Saturday, May 30

Yup, much urban flooding is "pavement" spelled backward

U.S. 290 Freeway at 610 Loop, Houston. Texas

"We really do need to think about continuing to develop the way we have been developing – that is, sprawling cities, lots of concrete, lots of blacktop," he says. "We're putting in so much impervious surface that water runoff becomes one of the major problems we have to address."

I've harped on the same point since I learned that São Paulo's catastrophic flooding this year (and in others) was a kind of optical illusion

The remarks are from a May 29 report for the Christian Science Monitor,  Texas Floods: What can communities do to reduce vulnerability? (+video) by award-winning science journalist Pete Spotts (remember his great reports on the Iceland volcano ash cloud?). Here's the lede:
Cities in Texas are already curbing development along waterways, while other areas are increasingly taking steps, especially in terms of building codes. But the current floods point to a need to inject fresh energy into such efforts, some say.
Spotts was quoting Walter Peacock, director of the Hazard Reduction and Recovery Center at Texas A&M University in College Station.  Texas, I learned from the report, is especially flood prone:
"We can get three, four, five inches in a span of an hour or two," says Philip Bedient, a hydrologist at Rice University in Houston. That rate makes parts of the Lone Star State ground zero for some of the most intense bursts of rainfall in the United States.
For this reason government officials, developers, and community leaders in Texas are very much aware of the need for flood control measures:
Progress in reducing vulnerability to floods is evident in many places around the state, notes Walter Peacock ... Cities are curbing development along waterways, while areas outside city limits are increasingly taking steps, especially in terms of building codes.
"Positive things are happening," he says. "They just are not happening as quickly as many would like."
I'm sure things will be happening more quickly in the wake of flooding that crippled major Texas cities this past week.

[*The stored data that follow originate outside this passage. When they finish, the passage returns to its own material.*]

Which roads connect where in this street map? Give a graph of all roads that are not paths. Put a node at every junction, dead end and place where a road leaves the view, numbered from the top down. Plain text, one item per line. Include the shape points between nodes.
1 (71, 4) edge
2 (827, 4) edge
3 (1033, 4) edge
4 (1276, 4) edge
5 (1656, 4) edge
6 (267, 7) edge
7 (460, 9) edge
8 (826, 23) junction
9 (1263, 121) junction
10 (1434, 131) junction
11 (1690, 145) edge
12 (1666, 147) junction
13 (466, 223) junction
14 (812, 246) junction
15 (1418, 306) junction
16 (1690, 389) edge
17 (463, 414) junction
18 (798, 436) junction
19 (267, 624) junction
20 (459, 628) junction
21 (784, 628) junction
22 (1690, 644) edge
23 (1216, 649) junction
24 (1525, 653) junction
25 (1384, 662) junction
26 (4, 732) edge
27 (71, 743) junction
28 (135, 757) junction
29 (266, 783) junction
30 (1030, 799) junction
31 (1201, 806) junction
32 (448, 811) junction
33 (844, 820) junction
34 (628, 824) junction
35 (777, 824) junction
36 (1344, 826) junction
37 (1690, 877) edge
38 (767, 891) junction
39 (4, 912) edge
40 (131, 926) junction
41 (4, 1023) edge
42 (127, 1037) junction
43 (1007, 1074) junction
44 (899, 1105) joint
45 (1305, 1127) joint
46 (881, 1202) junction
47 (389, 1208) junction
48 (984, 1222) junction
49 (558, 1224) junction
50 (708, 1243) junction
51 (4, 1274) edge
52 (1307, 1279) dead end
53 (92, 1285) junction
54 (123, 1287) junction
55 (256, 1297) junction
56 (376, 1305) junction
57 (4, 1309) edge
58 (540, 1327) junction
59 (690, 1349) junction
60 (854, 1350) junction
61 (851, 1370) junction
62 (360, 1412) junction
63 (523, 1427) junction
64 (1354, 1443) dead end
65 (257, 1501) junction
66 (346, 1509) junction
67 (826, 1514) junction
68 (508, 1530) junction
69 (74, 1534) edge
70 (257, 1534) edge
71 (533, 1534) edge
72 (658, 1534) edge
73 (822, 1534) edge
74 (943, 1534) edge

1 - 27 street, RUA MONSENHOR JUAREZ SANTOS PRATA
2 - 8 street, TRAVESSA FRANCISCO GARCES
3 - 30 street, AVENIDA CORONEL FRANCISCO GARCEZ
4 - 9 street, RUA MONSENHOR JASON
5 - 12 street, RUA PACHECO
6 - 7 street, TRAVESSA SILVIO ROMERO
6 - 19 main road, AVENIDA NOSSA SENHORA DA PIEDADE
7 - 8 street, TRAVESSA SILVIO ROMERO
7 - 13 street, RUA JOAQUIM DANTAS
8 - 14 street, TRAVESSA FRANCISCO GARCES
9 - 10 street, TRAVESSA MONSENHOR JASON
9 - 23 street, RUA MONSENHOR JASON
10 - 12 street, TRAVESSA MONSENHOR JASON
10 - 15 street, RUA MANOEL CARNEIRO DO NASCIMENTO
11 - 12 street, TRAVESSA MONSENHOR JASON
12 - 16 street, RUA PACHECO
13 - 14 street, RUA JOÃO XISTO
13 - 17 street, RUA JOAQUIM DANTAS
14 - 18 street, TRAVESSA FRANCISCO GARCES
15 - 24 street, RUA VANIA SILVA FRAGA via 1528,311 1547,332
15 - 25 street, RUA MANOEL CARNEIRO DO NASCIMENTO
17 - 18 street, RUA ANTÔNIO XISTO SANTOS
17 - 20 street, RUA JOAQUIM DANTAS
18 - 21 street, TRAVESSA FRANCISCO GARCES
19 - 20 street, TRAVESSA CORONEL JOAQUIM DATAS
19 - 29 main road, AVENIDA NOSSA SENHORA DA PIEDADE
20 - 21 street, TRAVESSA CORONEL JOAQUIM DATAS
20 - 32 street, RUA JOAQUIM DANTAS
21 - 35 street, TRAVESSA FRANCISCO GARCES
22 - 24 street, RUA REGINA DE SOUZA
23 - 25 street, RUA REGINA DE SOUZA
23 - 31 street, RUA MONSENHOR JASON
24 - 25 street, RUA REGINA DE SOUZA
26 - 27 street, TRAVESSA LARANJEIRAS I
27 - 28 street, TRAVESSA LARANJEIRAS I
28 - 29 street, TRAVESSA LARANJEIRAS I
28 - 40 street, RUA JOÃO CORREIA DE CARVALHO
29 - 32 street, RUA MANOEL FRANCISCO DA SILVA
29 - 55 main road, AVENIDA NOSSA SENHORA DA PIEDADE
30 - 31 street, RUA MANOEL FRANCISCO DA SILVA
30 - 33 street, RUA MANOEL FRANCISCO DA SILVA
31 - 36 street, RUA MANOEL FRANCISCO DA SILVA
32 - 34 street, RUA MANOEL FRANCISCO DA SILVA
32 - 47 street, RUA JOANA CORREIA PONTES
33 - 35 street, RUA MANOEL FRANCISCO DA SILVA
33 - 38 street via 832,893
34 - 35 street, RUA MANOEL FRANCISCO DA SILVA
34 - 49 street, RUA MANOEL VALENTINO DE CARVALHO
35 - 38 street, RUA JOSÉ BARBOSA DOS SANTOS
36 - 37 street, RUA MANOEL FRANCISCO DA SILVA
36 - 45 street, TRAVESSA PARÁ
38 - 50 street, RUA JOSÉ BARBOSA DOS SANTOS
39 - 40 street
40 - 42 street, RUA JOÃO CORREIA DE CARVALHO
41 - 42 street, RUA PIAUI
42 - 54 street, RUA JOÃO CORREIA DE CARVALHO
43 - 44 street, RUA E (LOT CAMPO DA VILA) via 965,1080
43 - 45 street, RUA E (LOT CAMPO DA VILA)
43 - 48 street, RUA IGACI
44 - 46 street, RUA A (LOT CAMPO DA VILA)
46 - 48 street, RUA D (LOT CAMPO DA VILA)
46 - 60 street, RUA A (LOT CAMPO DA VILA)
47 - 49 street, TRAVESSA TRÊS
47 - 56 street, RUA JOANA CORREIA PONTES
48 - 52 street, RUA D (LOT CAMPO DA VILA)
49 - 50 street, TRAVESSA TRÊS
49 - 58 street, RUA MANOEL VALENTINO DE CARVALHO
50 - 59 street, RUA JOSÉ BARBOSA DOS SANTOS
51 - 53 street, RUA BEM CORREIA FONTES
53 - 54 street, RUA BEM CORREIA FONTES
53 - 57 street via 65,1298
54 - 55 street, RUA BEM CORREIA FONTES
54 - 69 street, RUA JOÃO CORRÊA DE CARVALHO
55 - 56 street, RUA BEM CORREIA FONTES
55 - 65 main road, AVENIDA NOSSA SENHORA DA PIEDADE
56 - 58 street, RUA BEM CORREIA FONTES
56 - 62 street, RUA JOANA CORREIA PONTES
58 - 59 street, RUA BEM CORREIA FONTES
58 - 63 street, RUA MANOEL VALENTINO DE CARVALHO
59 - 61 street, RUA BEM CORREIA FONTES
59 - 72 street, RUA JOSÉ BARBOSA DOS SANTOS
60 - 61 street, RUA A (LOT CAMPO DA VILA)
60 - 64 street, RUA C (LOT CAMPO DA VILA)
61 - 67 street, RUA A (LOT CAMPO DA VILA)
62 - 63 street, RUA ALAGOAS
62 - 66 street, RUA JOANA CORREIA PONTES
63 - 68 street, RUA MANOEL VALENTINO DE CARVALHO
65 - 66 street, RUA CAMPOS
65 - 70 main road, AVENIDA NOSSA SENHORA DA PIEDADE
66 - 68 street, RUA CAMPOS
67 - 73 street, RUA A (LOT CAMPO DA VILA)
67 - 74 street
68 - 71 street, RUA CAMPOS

There's lots more in the instructive report, which will be of interest to, well, any city dweller who's had bail water, evacuate, or retreat to the roof during a heavy rainstorm.

Every time we've called for more highway or an overpass to ease traffic congestion, or supported a new commercial or housing development, we didn't stop to think how much paving the projects included, and what all that impermeable paving amounted to when it rained hard.

Now we're learning the hard way what it means.

This situation has been going on for a long time; the difference today is that many cities became gigantic to accommodate burgeoning populations and business enterprises -- and transport routes.  So it's like a horror movie; all the paving that went with development began turning into a death trap and a very expensive trap when deluges had nowhere to go.


Flood waters cover Memorial Drive along Buffalo Bayou in Houston, Texas May 26, 2015 


The photo is from a  Reuters report datelined today at 11:55 AM EDT about the latest news on the flooding in Texas. The really interesting part, as it relates to this post, is how little rain is now causing floods. The ground is so saturated, and so many streets are already flooded, that an inch or less of rain can translate into an evacuation notice.

Meanwhile, volunteers in Texas continue to search for people swept away in the state's floodwaters.